File Extraction

FRONTEND SCRIPT

Trisul has the ability to extract content from network traffic. Typical content include files transferred using HTTP and other protocols like FTP, SMTP, and others. Trisul allows you to control the entire file extraction process using LUA scripts.

Structure

Table filex_monitor

You need to supply code for one or more of the following functions.

filter_flow function( engine, timestamp, flowkey) Called on new flow, return true to process, false to skip
filter Function( engine, timestamp, flowkey, header ) Call on req/resp header. Return True to extract, False to skip
onpayload_raw function(engine, timestamp, flowkey, direction, seekpos, buffer) Called for every chunk of newly reassembled raw bytes
onpayload_http function(engine, timestamp, flowkey, path, req_header, resp_header, direction, seekpos, buffer) Called for each piece of the reassembled file is built
onfile_http function ( engine, timestamp, flowkey, path, req_header, resp_header, length, is_partial ) File is available in ramfs, use the headers to decide how to handle it
onterminateflow function(engine, timestamp, flowkey) Called when a flow is terminated

LUA functions reference

The file extraction architecture in Trisul is the following :

  • You can write lua functions which will be called during various stages of file extraction
  • If a function is not defined, there is no impact
  • You can use the onpayload_ functions to support streaming bytes
  • At the end the file is written in a /tmpfs a memory file system.
  • You can ignore the file or copy it over using our Async interface to a disk based file system.

The following section describes each of the functions.

Function filter_flow

Purpose

Enable or disable file extraction on a per-flow basis

When called

When a new flow is first seen but no reassembly has started yet

Parameters

engine An Engine object use this object to add metrics, resources, or alerts into the Trisul framework
timestamp number Timestamp seconds when the first packet in the flow was seen
flow A FlowID object use this to determine IPs and Ports involved in the flow

Return value

Return true if you want files to be extracted for this flow
Return false if you are not interested in this flow.

Example

The following example does not extract files from IP 192.168.1.8



  filter_flow = function(engine, timestamp, flow )
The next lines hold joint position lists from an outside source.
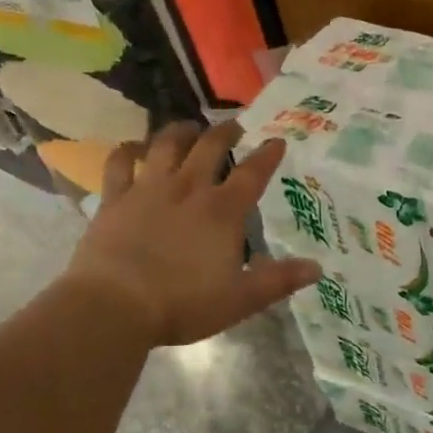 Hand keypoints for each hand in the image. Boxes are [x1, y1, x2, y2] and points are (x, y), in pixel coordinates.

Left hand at [62, 121, 320, 346]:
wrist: (115, 306)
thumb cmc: (182, 304)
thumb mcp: (240, 299)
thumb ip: (278, 281)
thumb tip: (317, 268)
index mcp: (222, 211)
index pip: (252, 173)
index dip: (267, 155)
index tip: (277, 140)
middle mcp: (188, 189)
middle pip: (210, 147)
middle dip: (225, 132)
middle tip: (234, 126)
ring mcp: (148, 189)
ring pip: (166, 145)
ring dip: (180, 131)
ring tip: (189, 128)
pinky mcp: (114, 198)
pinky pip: (119, 164)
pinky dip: (125, 151)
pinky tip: (130, 147)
    if flow:ipa_readable() == "192.168.1.8" then
      return true
    else
      return false
    end

  end

Function filter

Purpose

Control if you want to reassemble certain types of content or not. You are given access to HTTP request and response headers and then you decide by looking at the header fields if you want the content.

When called

When each heade, request or response is available.

Parameters

filter = function( engine, timestamp, flowkey, header)
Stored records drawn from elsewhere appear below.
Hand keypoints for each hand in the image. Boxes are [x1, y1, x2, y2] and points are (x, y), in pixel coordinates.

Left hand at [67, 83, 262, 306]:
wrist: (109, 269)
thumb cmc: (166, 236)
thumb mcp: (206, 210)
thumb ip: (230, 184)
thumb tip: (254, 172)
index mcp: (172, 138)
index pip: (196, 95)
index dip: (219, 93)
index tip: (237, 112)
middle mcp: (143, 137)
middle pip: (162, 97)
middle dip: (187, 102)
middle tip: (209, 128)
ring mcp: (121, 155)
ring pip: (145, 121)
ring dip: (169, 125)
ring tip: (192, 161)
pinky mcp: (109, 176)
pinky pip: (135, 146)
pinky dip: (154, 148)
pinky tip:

engine An Engine object use this object to add metrics, resources, or alerts into the Trisul framework
timestamp number Timestamp seconds when the first packet in the flow was seen
flowkey A FlowID object use this to determine IPs and Ports involved in the flow
header A HTTPHeader object use this object to query HTTP header fields like Content-Type to decide if you want the file or not

Usage

Function onpayload_raw

Purpose

If you want streaming access to raw reassembled TCP payload.

When called

Called when a new chunk of reassembled data is available on a TCP connection.
The difference between this function and onpayload_http is that onpayload_raw works at the TCP stream level. So you will get HTTP headers as well as raw HTTP layer data. The raw HTTP data can be chunked and compressed.

Parameters

engine An Engine object use this object to add metrics, resources, or alerts into the Trisul framework
timestamp number Timestamp seconds when the first packet in the flow was seen
flowkey A FlowID object use this to determine IPs and Ports involved in the flow
direction number 0 = OUT payload in client>server direction (same as the original SYN) 1 = server>client
seekpos number Seek position byte position from the beginning of the stream
buffer A Buffer object represents the reassembled bytes

Return value

Ignored

Usage



onpayload_raw = function(..)

end,

Function onpayload_http

Purpose

Provide streaming access to reassembled and reconstructed HTTP content.

When called

When each chunk of HTTP content is available. You will just be able to concatenate (cat) the streaming payloads to the target file and build the full content. If you are interested in complete files, write the onfile_http function. This method is called with a zero length buffer to indicate end of the content.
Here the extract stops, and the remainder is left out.